WHAT IS EXPECTED: Set down the listing again, word for word.

====

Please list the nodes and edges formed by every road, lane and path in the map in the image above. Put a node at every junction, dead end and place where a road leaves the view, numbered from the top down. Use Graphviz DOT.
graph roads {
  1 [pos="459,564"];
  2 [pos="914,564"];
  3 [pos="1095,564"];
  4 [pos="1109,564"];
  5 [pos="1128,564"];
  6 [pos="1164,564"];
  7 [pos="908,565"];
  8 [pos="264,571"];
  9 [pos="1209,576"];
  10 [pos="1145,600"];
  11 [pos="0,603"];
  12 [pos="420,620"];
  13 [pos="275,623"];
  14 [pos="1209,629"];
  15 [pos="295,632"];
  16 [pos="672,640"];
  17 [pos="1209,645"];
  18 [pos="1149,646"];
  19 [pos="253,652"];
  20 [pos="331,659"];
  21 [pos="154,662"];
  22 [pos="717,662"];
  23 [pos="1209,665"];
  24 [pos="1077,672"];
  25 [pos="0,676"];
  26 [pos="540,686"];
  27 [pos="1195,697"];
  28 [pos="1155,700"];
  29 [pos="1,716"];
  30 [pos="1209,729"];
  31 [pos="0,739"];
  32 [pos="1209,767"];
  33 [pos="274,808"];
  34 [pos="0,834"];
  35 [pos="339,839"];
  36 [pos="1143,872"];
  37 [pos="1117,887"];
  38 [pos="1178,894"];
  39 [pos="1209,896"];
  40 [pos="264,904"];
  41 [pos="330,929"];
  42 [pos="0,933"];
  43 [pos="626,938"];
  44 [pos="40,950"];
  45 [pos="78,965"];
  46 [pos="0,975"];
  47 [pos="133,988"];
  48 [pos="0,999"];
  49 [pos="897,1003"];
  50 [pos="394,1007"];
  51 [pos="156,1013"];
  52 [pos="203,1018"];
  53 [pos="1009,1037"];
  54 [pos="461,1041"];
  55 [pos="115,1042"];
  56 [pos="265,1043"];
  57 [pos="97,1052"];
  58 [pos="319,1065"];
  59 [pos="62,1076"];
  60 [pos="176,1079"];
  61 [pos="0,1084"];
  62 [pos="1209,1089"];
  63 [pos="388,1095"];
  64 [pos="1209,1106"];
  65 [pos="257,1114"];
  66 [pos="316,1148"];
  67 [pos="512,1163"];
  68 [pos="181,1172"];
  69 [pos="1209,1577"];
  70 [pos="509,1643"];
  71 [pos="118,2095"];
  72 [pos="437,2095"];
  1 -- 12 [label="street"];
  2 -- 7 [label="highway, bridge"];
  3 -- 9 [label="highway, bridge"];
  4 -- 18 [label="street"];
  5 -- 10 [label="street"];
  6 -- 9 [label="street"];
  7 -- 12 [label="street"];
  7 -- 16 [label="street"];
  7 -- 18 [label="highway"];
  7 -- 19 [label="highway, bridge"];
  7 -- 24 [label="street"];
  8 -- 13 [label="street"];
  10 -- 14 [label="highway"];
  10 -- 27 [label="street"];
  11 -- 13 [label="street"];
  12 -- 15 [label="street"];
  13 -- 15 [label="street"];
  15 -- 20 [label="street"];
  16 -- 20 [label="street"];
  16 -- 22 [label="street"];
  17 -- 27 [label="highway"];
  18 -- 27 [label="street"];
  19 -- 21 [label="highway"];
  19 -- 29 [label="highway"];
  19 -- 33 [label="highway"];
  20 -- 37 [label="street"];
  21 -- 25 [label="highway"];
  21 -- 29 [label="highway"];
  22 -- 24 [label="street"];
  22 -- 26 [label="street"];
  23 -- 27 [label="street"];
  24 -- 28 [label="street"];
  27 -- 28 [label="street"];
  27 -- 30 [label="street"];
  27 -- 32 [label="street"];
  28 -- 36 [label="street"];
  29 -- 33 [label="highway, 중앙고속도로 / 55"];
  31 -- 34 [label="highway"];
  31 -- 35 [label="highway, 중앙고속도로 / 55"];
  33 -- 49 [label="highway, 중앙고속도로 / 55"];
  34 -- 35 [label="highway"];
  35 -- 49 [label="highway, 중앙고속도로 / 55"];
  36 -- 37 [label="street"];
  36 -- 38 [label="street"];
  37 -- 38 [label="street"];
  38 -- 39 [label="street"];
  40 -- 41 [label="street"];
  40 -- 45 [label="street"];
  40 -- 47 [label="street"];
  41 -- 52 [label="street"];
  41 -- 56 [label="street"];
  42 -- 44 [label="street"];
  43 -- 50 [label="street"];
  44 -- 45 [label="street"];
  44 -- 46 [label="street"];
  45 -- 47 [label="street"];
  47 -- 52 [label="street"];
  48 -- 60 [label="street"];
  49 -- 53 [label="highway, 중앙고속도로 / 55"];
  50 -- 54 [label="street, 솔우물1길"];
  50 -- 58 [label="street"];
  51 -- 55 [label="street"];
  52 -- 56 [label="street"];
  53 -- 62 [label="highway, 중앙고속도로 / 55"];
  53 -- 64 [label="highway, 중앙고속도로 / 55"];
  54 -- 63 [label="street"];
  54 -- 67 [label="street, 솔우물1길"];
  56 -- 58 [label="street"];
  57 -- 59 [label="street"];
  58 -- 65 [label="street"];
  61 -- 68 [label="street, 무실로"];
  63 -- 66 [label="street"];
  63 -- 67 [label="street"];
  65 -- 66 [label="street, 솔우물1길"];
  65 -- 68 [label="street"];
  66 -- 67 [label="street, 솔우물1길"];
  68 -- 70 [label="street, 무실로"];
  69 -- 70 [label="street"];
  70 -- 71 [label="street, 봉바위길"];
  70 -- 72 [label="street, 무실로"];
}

====

EXERCISE OUTPUT:
Please list the nodes and edges formed by every road, lane and path in the map in the image above. Put a node at every junction, dead end and place where a road leaves the view, numbered from the top down. Use Graphviz DOT.
graph roads {
  1 [pos="459,564"];
  2 [pos="914,564"];
  3 [pos="1095,564"];
  4 [pos="1109,564"];
  5 [pos="1128,564"];
  6 [pos="1164,564"];
  7 [pos="908,565"];
  8 [pos="264,571"];
  9 [pos="1209,576"];
  10 [pos="1145,600"];
  11 [pos="0,603"];
  12 [pos="420,620"];
  13 [pos="275,623"];
  14 [pos="1209,629"];
  15 [pos="295,632"];
  16 [pos="672,640"];
  17 [pos="1209,645"];
  18 [pos="1149,646"];
  19 [pos="253,652"];
  20 [pos="331,659"];
  21 [pos="154,662"];
  22 [pos="717,662"];
  23 [pos="1209,665"];
  24 [pos="1077,672"];
  25 [pos="0,676"];
  26 [pos="540,686"];
  27 [pos="1195,697"];
  28 [pos="1155,700"];
  29 [pos="1,716"];
  30 [pos="1209,729"];
  31 [pos="0,739"];
  32 [pos="1209,767"];
  33 [pos="274,808"];
  34 [pos="0,834"];
  35 [pos="339,839"];
  36 [pos="1143,872"];
  37 [pos="1117,887"];
  38 [pos="1178,894"];
  39 [pos="1209,896"];
  40 [pos="264,904"];
  41 [pos="330,929"];
  42 [pos="0,933"];
  43 [pos="626,938"];
  44 [pos="40,950"];
  45 [pos="78,965"];
  46 [pos="0,975"];
  47 [pos="133,988"];
  48 [pos="0,999"];
  49 [pos="897,1003"];
  50 [pos="394,1007"];
  51 [pos="156,1013"];
  52 [pos="203,1018"];
  53 [pos="1009,1037"];
  54 [pos="461,1041"];
  55 [pos="115,1042"];
  56 [pos="265,1043"];
  57 [pos="97,1052"];
  58 [pos="319,1065"];
  59 [pos="62,1076"];
  60 [pos="176,1079"];
  61 [pos="0,1084"];
  62 [pos="1209,1089"];
  63 [pos="388,1095"];
  64 [pos="1209,1106"];
  65 [pos="257,1114"];
  66 [pos="316,1148"];
  67 [pos="512,1163"];
  68 [pos="181,1172"];
  69 [pos="1209,1577"];
  70 [pos="509,1643"];
  71 [pos="118,2095"];
  72 [pos="437,2095"];
  1 -- 12 [label="street"];
  2 -- 7 [label="highway, bridge"];
  3 -- 9 [label="highway, bridge"];
  4 -- 18 [label="street"];
  5 -- 10 [label="street"];
  6 -- 9 [label="street"];
  7 -- 12 [label="street"];
  7 -- 16 [label="street"];
  7 -- 18 [label="highway"];
  7 -- 19 [label="highway, bridge"];
  7 -- 24 [label="street"];
  8 -- 13 [label="street"];
  10 -- 14 [label="highway"];
  10 -- 27 [label="street"];
  11 -- 13 [label="street"];
  12 -- 15 [label="street"];
  13 -- 15 [label="street"];
  15 -- 20 [label="street"];
  16 -- 20 [label="street"];
  16 -- 22 [label="street"];
  17 -- 27 [label="highway"];
  18 -- 27 [label="street"];
  19 -- 21 [label="highway"];
  19 -- 29 [label="highway"];
  19 -- 33 [label="highway"];
  20 -- 37 [label="street"];
  21 -- 25 [label="highway"];
  21 -- 29 [label="highway"];
  22 -- 24 [label="street"];
  22 -- 26 [label="street"];
  23 -- 27 [label="street"];
  24 -- 28 [label="street"];
  27 -- 28 [label="street"];
  27 -- 30 [label="street"];
  27 -- 32 [label="street"];
  28 -- 36 [label="street"];
  29 -- 33 [label="highway, 중앙고속도로 / 55"];
  31 -- 34 [label="highway"];
  31 -- 35 [label="highway, 중앙고속도로 / 55"];
  33 -- 49 [label="highway, 중앙고속도로 / 55"];
  34 -- 35 [label="highway"];
  35 -- 49 [label="highway, 중앙고속도로 / 55"];
  36 -- 37 [label="street"];
  36 -- 38 [label="street"];
  37 -- 38 [label="street"];
  38 -- 39 [label="street"];
  40 -- 41 [label="street"];
  40 -- 45 [label="street"];
  40 -- 47 [label="street"];
  41 -- 52 [label="street"];
  41 -- 56 [label="street"];
  42 -- 44 [label="street"];
  43 -- 50 [label="street"];
  44 -- 45 [label="street"];
  44 -- 46 [label="street"];
  45 -- 47 [label="street"];
  47 -- 52 [label="street"];
  48 -- 60 [label="street"];
  49 -- 53 [label="highway, 중앙고속도로 / 55"];
  50 -- 54 [label="street, 솔우물1길"];
  50 -- 58 [label="street"];
  51 -- 55 [label="street"];
  52 -- 56 [label="street"];
  53 -- 62 [label="highway, 중앙고속도로 / 55"];
  53 -- 64 [label="highway, 중앙고속도로 / 55"];
  54 -- 63 [label="street"];
  54 -- 67 [label="street, 솔우물1길"];
  56 -- 58 [label="street"];
  57 -- 59 [label="street"];
  58 -- 65 [label="street"];
  61 -- 68 [label="street, 무실로"];
  63 -- 66 [label="street"];
  63 -- 67 [label="street"];
  65 -- 66 [label="street, 솔우물1길"];
  65 -- 68 [label="street"];
  66 -- 67 [label="street, 솔우물1길"];
  68 -- 70 [label="street, 무실로"];
  69 -- 70 [label="street"];
  70 -- 71 [label="street, 봉바위길"];
  70 -- 72 [label="street, 무실로"];
}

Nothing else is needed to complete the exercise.